Donor-backed body questions Somali state contract awards | Top News | Reuters

Donor-backed body questions Somali state contract awards | Top News | Reuters

Most of the major contracts signed by Somalia's government in the past two years were not tendered competitively and should be renegotiated or scrapped, according to a confidential report by a donor-backed committee that reviewed the deals.
Somalia has awarded foreign firms management contracts ranging from port and airport operations to fishing rights, but donors have voiced frustration at the handling of public funds, prompting the creation of a committee to analyse the deals.
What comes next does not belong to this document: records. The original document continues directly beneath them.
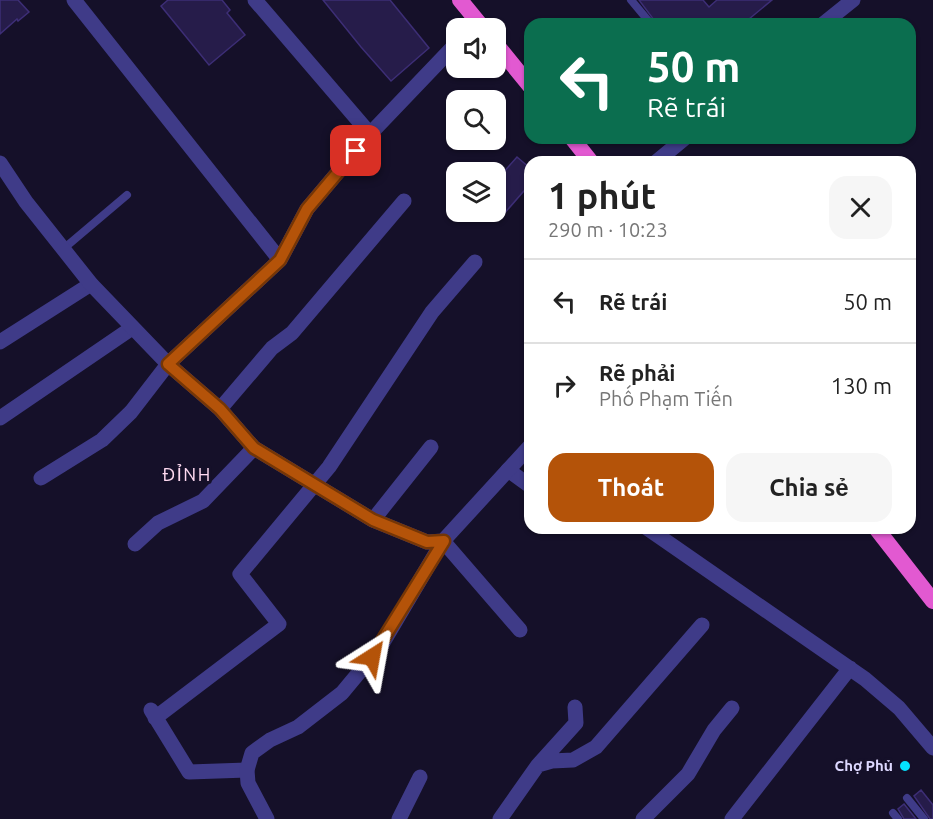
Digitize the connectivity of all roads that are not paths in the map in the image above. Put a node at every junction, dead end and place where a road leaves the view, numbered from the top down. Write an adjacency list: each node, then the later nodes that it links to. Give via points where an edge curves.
1 (74, 0): 21 (street)
2 (255, 0): 12 (street)
3 (460, 0): 6 (highway)
4 (631, 0): 7 (lane)
5 (853, 0): 8 (street)
6 (472, 18)
7 (646, 18)
8 (830, 18)
9 (446, 54): 12 (street)
10 (506, 57): 11 (highway)
11 (524, 79)
12 (370, 134): 21 (street, via 307,209)
13 (577, 144): 15 (highway)
14 (678, 144): 16 (street)
15 (586, 156)
16 (663, 156)
17 (0, 163): 20 (street)
18 (127, 195): 20 (lane)
19 (404, 201): 27 (street, via 299,326 272,348)
20 (62, 250): 23 (street)
21 (280, 260): 26 (street)
22 (475, 261): 35 (street, via 432,312)
23 (91, 284): 24 (street); 25 (street)
24 (132, 328): 26 (street); 28 (street)
25 (0, 342)
26 (168, 364): 27 (street); 33 (street, via 102,440)
27 (220, 409): 30 (street)
28 (0, 418)
29 (432, 447): 36 (street)
30 (254, 448): 35 (street); 40 (street, via 203,501 158,523)
31 (524, 453): 32 (street)
32 (508, 470): 34 (street); 39 (street)
33 (41, 478)
34 (524, 482)
35 (315, 484): 36 (street); 49 (street, via 240,574 279,624 153,714 189,772)
36 (373, 520): 39 (street, via 427,542)
37 (655, 534): 44 (street)
38 (881, 534): 41 (highway)
39 (444, 541): 43 (street); 49 (street, via 364,668 342,693 298,727 252,753)
40 (135, 544)
41 (933, 601)
42 (702, 625): 48 (street, via 596,747 573,760)
43 (520, 630)
44 (850, 668): 47 (street, via 899,708); 56 (street)
45 (575, 707): 48 (street, via 576,723)
46 (732, 708): 55 (street, via 688,774)
47 (933, 747)
48 (538, 765): 54 (street)
49 (247, 770): 52 (street, via 248,783)
50 (420, 777): 53 (street)
51 (907, 798): 57 (lane)
52 (267, 819)
53 (399, 819)
54 (500, 819)
55 (643, 819)
56 (732, 819)
57 (924, 819)

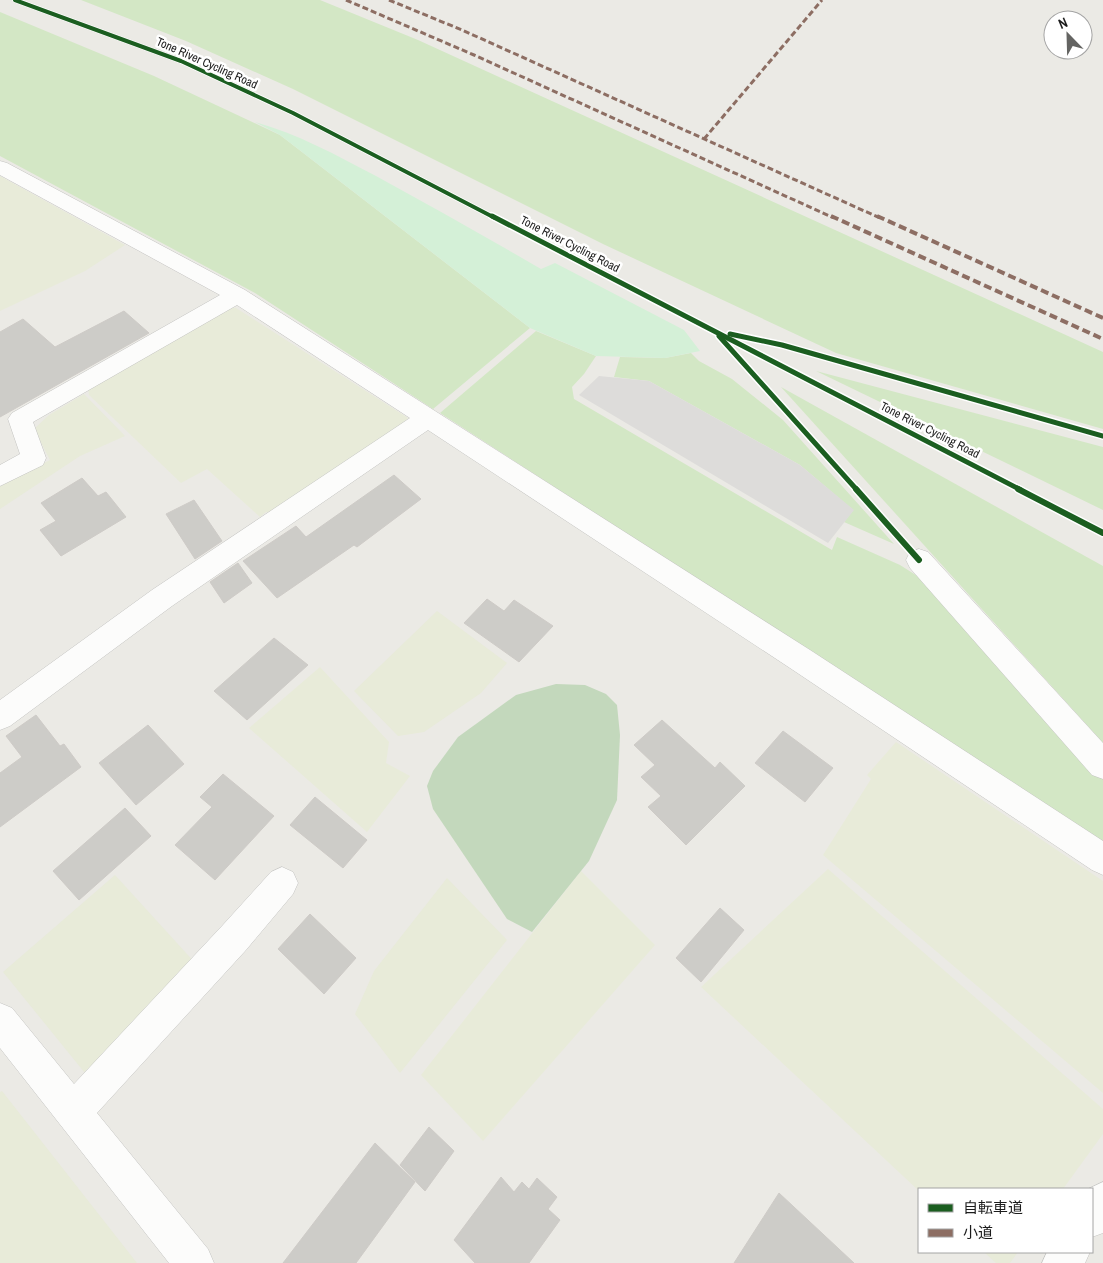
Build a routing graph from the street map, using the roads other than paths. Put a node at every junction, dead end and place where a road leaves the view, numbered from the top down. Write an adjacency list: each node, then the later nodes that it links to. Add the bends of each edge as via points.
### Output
1 (0, 167): 2 (street)
2 (237, 295): 3 (street); 4 (street, via 20,419 34,458)
3 (428, 418): 6 (street, via 162,598); 8 (street)
4 (0, 476)
5 (919, 560): 7 (street)
6 (0, 717)
7 (1103, 765)
8 (1103, 859)
9 (282, 883): 11 (street)
10 (0, 1020): 11 (street)
11 (73, 1112): 14 (street)
12 (1103, 1202): 13 (street)
13 (1093, 1217)
14 (194, 1263)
The Finance Governance Committee (FGC) report, dated January 2015 and obtained by Reuters, said the FGC had completed a review of nine of the 11 contracts. "None of the 11 contracts were tendered competitively, nor do they respond to any pre-defined terms of reference or scope of services," the FGC report said. The FGC, set up after donors criticised the government over management of public funds, has six members, three picked by the World Bank, International Monetary Fund and the African Development Bank and three chosen by the government.It said advice offered to the government in "confidential assessments ranges from recommending the federal government negotiate an improvement in terms, to proposing the cancellation of those contracts that are of dubious benefit to the country."Somalia is recovering from more than two decades of war and relies on Western and other donor funding to keep it afloat. Its security also depends heavily on a 22,000-strong African Union peacekeeping force fighting Islamist militant group al Shabaab.While the FGC findings will not surprise Western donors who acknowledge Somalia lacks institutional capacity to engage in complex contract negotiations, it will reinforce concerns about poor transparency and worries that vested interests trump national priorities in President Hassan Sheikh Mohamud's government.